Records to process:
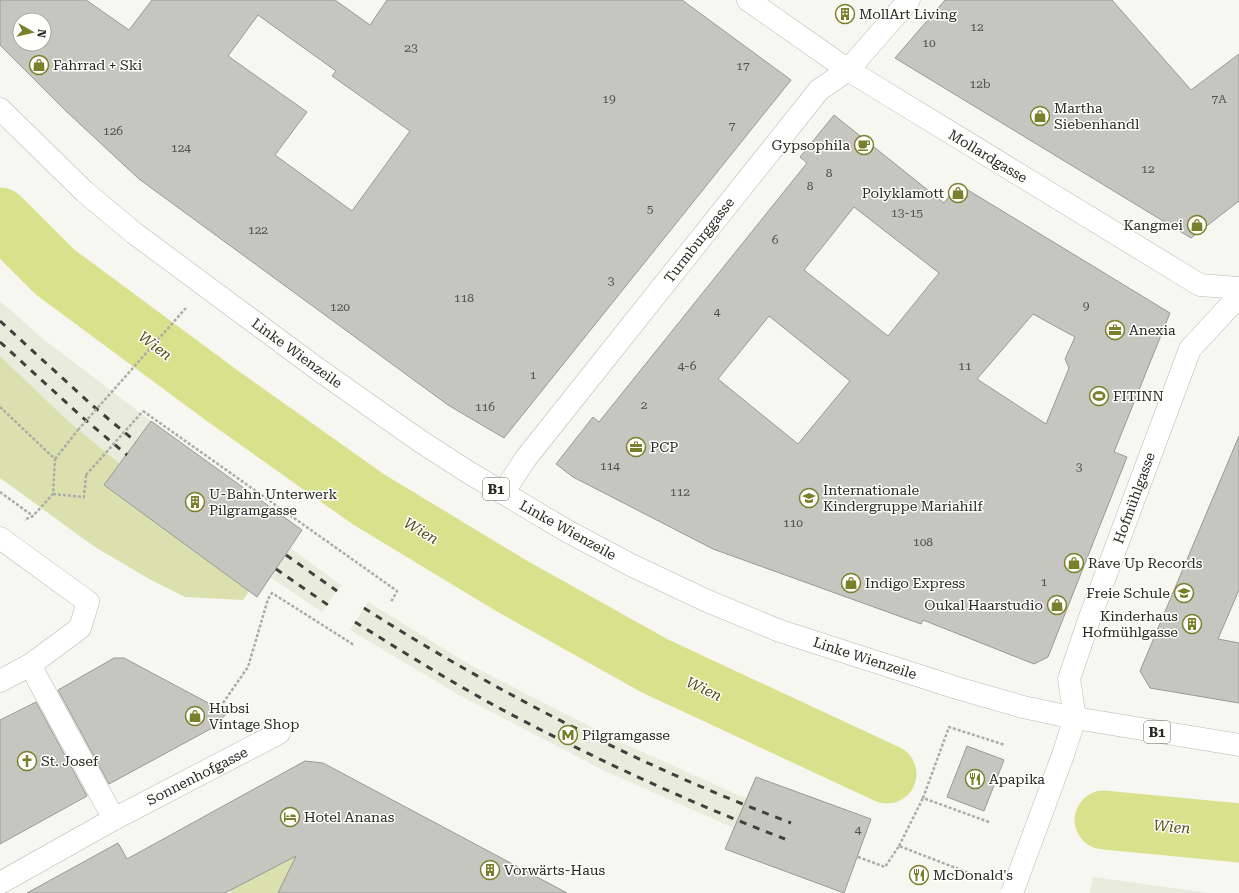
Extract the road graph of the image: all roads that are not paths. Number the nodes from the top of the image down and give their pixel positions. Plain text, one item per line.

* * *

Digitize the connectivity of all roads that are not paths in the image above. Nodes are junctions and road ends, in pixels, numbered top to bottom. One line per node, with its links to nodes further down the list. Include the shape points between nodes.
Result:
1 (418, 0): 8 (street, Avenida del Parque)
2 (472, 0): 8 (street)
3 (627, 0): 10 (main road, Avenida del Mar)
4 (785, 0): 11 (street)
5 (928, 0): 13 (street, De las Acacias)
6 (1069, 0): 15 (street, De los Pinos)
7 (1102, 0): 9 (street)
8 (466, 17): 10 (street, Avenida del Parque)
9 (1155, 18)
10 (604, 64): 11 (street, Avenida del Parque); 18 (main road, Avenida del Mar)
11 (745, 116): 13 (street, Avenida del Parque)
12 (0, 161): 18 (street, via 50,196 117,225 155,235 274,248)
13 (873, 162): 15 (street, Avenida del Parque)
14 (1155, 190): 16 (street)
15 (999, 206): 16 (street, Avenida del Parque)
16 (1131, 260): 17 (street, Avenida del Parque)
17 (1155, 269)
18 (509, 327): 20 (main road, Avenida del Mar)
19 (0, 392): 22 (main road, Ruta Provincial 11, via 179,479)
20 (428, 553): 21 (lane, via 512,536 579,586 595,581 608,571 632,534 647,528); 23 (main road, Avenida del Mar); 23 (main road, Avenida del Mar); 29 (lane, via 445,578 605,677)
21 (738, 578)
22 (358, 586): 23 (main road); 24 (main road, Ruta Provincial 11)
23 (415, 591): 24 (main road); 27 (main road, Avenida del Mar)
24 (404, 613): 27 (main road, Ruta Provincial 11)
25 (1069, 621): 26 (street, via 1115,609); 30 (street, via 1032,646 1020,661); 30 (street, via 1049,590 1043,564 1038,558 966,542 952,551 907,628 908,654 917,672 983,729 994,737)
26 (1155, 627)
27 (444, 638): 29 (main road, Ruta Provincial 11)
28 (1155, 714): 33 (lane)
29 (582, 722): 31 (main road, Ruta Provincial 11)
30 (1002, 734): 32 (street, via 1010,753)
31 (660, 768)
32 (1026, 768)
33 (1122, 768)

* * *

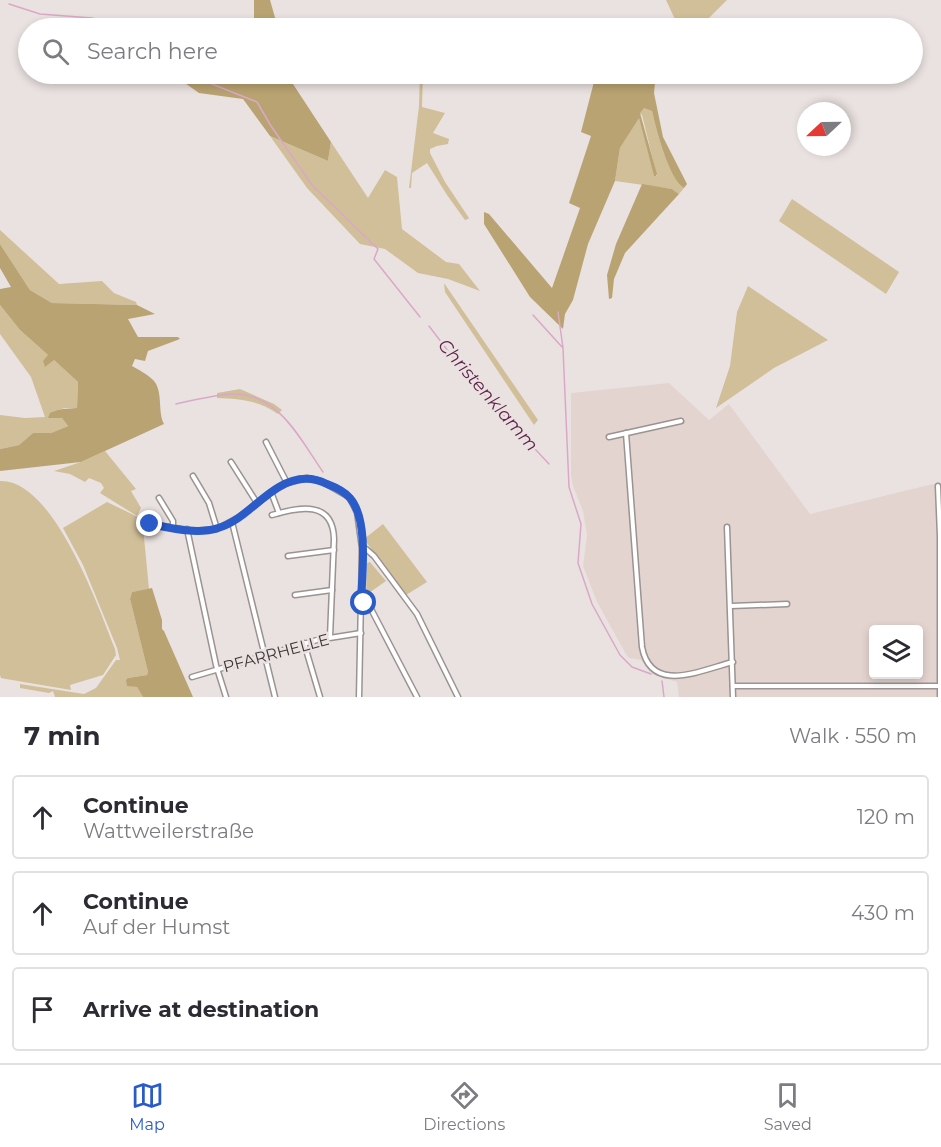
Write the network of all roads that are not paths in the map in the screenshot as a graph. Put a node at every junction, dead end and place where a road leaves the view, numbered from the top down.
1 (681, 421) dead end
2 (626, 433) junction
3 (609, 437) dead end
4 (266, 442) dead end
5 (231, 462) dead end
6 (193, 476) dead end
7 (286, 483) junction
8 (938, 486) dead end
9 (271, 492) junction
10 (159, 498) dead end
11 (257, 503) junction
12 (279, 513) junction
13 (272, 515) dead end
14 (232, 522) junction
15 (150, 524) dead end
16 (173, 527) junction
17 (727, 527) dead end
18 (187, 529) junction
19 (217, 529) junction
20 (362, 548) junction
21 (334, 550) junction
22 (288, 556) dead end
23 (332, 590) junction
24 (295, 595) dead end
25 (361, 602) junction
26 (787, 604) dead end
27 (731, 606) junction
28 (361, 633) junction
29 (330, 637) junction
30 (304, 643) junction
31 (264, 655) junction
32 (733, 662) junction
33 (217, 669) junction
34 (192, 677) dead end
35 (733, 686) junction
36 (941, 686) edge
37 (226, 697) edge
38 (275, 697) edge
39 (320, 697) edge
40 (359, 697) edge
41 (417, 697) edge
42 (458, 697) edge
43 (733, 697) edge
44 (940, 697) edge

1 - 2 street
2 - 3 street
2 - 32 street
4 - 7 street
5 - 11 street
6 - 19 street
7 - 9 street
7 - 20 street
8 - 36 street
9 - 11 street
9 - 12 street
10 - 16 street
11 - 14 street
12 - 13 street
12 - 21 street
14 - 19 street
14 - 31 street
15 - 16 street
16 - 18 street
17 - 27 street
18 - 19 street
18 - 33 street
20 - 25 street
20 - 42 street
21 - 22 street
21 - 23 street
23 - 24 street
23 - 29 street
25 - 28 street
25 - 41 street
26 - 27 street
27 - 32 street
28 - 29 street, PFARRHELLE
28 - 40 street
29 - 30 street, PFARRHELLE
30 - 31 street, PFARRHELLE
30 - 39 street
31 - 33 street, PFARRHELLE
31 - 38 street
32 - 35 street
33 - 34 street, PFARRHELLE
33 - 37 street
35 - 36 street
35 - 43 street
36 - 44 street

Task to complete: Locate the word "image" in the records above, and return each line that has it.

Expected answer:
Extract the road graph of the image: all roads that are not paths. Number the nodes from the top of the image down and give their pixel positions. Plain text, one item per line.
Digitize the connectivity of all roads that are not paths in the image above. Nodes are junctions and road ends, in pixels, numbered top to bottom. One line per node, with its links to nodes further down the list. Include the shape points between nodes.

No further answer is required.